Exercise:
Report each line of the data that contains the string "Aníbal".

------------------------------------------------

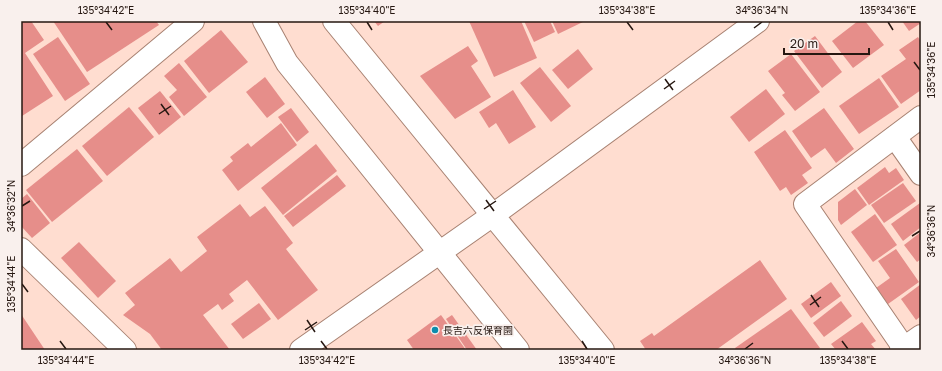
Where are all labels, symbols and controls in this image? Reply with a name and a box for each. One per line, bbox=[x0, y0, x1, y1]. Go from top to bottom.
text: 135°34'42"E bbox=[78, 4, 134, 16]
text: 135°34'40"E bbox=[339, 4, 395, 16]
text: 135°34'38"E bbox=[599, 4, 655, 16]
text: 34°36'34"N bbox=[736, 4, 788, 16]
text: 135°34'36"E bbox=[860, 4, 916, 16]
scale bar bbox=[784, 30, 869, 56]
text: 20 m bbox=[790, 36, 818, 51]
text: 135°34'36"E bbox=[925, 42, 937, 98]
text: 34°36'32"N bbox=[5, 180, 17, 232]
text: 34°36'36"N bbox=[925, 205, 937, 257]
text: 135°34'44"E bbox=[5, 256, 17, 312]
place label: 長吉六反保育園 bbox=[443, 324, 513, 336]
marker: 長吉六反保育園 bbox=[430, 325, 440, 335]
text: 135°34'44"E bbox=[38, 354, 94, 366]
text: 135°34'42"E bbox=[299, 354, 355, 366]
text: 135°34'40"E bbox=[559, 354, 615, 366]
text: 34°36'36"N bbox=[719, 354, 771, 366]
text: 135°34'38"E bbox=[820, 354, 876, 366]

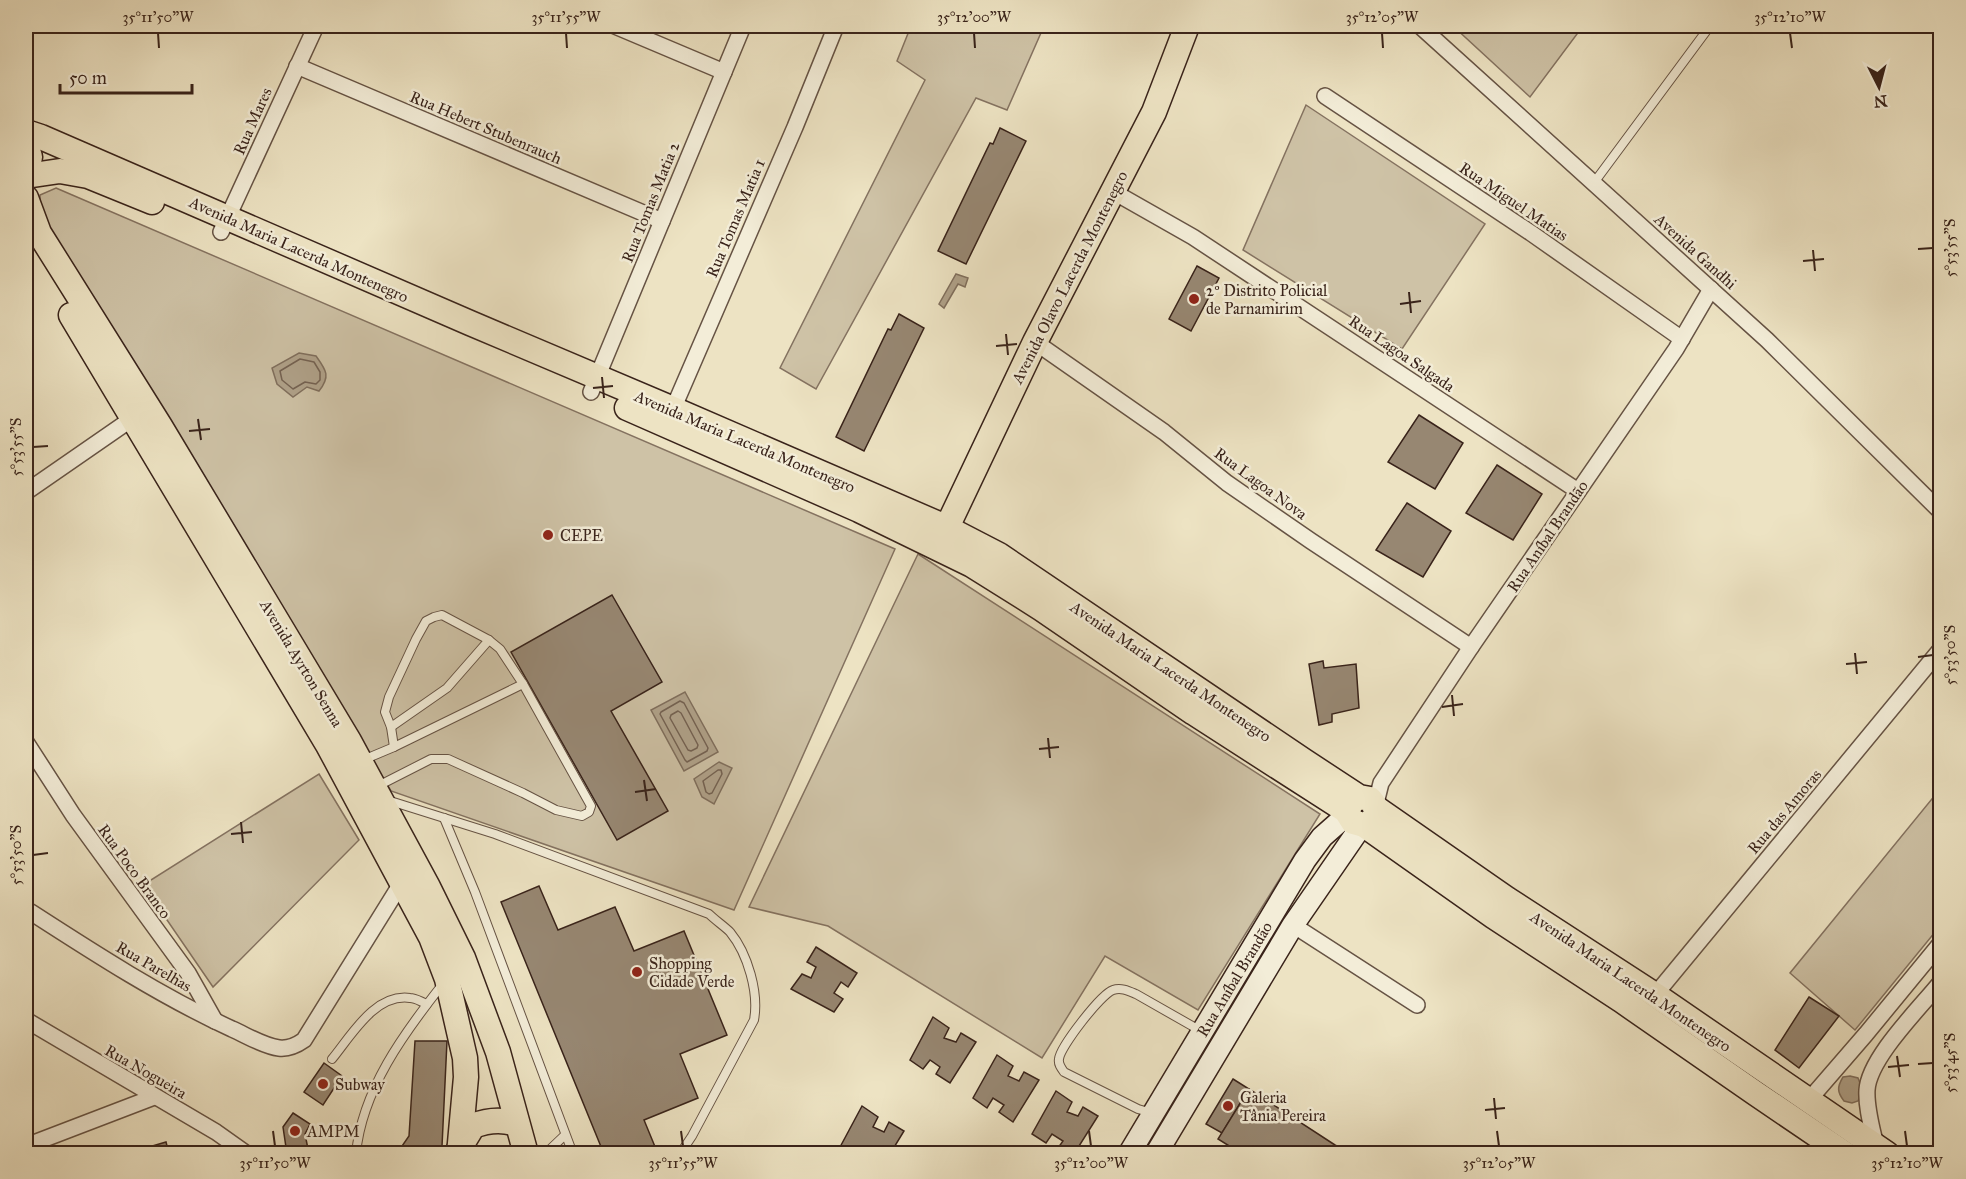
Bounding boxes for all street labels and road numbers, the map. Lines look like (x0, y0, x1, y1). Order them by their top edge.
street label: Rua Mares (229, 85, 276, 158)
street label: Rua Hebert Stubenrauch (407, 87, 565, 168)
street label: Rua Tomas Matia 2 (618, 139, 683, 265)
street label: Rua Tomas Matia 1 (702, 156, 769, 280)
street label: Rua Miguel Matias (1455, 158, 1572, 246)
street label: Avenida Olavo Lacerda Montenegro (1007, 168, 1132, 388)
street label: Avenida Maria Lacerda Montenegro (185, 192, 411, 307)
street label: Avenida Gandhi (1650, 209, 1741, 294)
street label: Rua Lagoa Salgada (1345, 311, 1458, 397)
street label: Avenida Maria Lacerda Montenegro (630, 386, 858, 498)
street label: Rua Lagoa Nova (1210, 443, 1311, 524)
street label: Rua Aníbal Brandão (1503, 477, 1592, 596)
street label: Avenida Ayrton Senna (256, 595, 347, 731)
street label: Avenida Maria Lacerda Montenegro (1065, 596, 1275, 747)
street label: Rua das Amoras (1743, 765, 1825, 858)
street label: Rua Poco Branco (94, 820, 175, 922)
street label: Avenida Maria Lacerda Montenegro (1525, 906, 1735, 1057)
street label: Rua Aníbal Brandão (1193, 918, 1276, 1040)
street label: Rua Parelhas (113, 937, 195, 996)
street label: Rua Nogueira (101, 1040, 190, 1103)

------------------------------------------------

Solution:
street label: Rua Aníbal Brandão (1503, 477, 1592, 596)
street label: Rua Aníbal Brandão (1193, 918, 1276, 1040)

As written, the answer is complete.